After graduation I headed to college with my Smith-Corona typewriter and never looked back. I did have a roommate who owned a fancy Brother typewriter that made me think computers might not be such a bad thing. It wasn’t officially a computer in any form that I’d ever seen (no strange lines of code required), but it stored what you typed and then waited as you fed paper into the roller, shooting out your beautifully typed pages one at a time. That was cool.

But it did nothing to really persuade me that computers would be in any way a part of my life. So when my California-born Econ professor, who was something of a mentor to me, kept trying to convince me to apply for a job at Apple Computers when I graduated (“It’s such a cool place to work! It’s on the cutting edge of everything! And Cupertino’s so beautiful!”), well, once again, I just didn’t get it. I knew what Apple was. Sort of. To me it was an enigmatic company with plenty of bravado, daring commercials and creations that were revolutionizing…uh, something. But in 1989, I wasn’t sure exactly what.

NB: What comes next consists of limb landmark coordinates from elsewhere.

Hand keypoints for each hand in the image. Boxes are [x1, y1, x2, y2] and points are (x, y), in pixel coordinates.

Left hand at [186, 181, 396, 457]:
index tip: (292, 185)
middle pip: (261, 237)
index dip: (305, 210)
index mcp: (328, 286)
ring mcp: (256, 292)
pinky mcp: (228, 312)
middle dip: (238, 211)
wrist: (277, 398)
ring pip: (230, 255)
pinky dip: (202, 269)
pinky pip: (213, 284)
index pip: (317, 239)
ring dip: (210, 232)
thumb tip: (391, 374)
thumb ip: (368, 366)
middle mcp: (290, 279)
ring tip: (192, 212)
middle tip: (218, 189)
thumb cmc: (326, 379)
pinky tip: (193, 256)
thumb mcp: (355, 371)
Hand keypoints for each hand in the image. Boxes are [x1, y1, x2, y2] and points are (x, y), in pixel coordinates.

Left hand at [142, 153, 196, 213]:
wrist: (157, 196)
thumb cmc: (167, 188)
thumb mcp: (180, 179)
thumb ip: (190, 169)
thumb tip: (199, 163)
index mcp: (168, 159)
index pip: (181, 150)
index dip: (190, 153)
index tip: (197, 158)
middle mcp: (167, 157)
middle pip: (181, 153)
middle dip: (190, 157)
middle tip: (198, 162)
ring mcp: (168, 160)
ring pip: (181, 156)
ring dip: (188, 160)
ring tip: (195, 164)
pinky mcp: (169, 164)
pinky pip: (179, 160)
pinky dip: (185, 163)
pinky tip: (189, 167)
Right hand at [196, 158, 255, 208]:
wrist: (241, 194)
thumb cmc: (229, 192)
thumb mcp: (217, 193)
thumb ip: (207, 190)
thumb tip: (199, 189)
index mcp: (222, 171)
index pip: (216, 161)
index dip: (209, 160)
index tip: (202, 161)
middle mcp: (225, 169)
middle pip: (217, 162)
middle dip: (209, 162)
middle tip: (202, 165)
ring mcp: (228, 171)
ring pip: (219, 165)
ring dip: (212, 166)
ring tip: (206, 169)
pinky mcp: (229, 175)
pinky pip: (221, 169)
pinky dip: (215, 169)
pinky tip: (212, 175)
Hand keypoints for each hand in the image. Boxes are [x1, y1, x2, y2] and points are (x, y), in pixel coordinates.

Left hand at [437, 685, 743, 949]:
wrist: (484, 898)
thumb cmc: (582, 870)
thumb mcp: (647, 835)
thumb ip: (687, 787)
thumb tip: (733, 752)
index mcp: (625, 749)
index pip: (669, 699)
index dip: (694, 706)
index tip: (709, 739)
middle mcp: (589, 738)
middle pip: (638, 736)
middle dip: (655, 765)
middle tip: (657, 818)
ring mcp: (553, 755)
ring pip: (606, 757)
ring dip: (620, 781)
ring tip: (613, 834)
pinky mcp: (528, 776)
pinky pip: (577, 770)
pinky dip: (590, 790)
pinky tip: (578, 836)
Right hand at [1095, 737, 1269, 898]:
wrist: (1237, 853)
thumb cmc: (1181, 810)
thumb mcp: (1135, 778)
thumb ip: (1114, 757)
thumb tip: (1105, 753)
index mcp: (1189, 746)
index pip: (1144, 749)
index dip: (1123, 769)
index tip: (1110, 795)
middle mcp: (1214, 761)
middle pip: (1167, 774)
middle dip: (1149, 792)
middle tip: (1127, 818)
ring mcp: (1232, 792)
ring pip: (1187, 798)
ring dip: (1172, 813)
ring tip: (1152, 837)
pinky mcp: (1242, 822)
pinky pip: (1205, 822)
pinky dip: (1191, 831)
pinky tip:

My professor wrote letters of recommendations for me to use when I applied for that job at Apple. If I look long and hard enough, I’ll probably find them in an old box somewhere in a closet.

About a year into my first job out of college, doing grunt-work in the Campaign Department at United Way, I befriended my counterpart in the Marketing Department. She showed me something magical. She was creating these documents with graphics and columns and all different kinds of fonts—these publications—and she was doing it on a computer that looked like no other computer I’d ever seen. The Macintosh.

I was a goner.

I learned to use the mouse. And then I learned to draw pictures. I learned to put words in beautiful type and make it look like the newspaper, or a book, or a brochure. It printed out just like it looked on the screen!

I never needed to type in one single line of code. I highlighted and double-clicked. I learned to organize my files by dragging them onto pictures of folders. Or get rid of them by dragging them over to the trash can!

I learned it all in about three days.

And I never looked back. My career moved in directions I’d never anticipated and never could have planned. And it was because of a computer, of all things. A computer for the rest of us.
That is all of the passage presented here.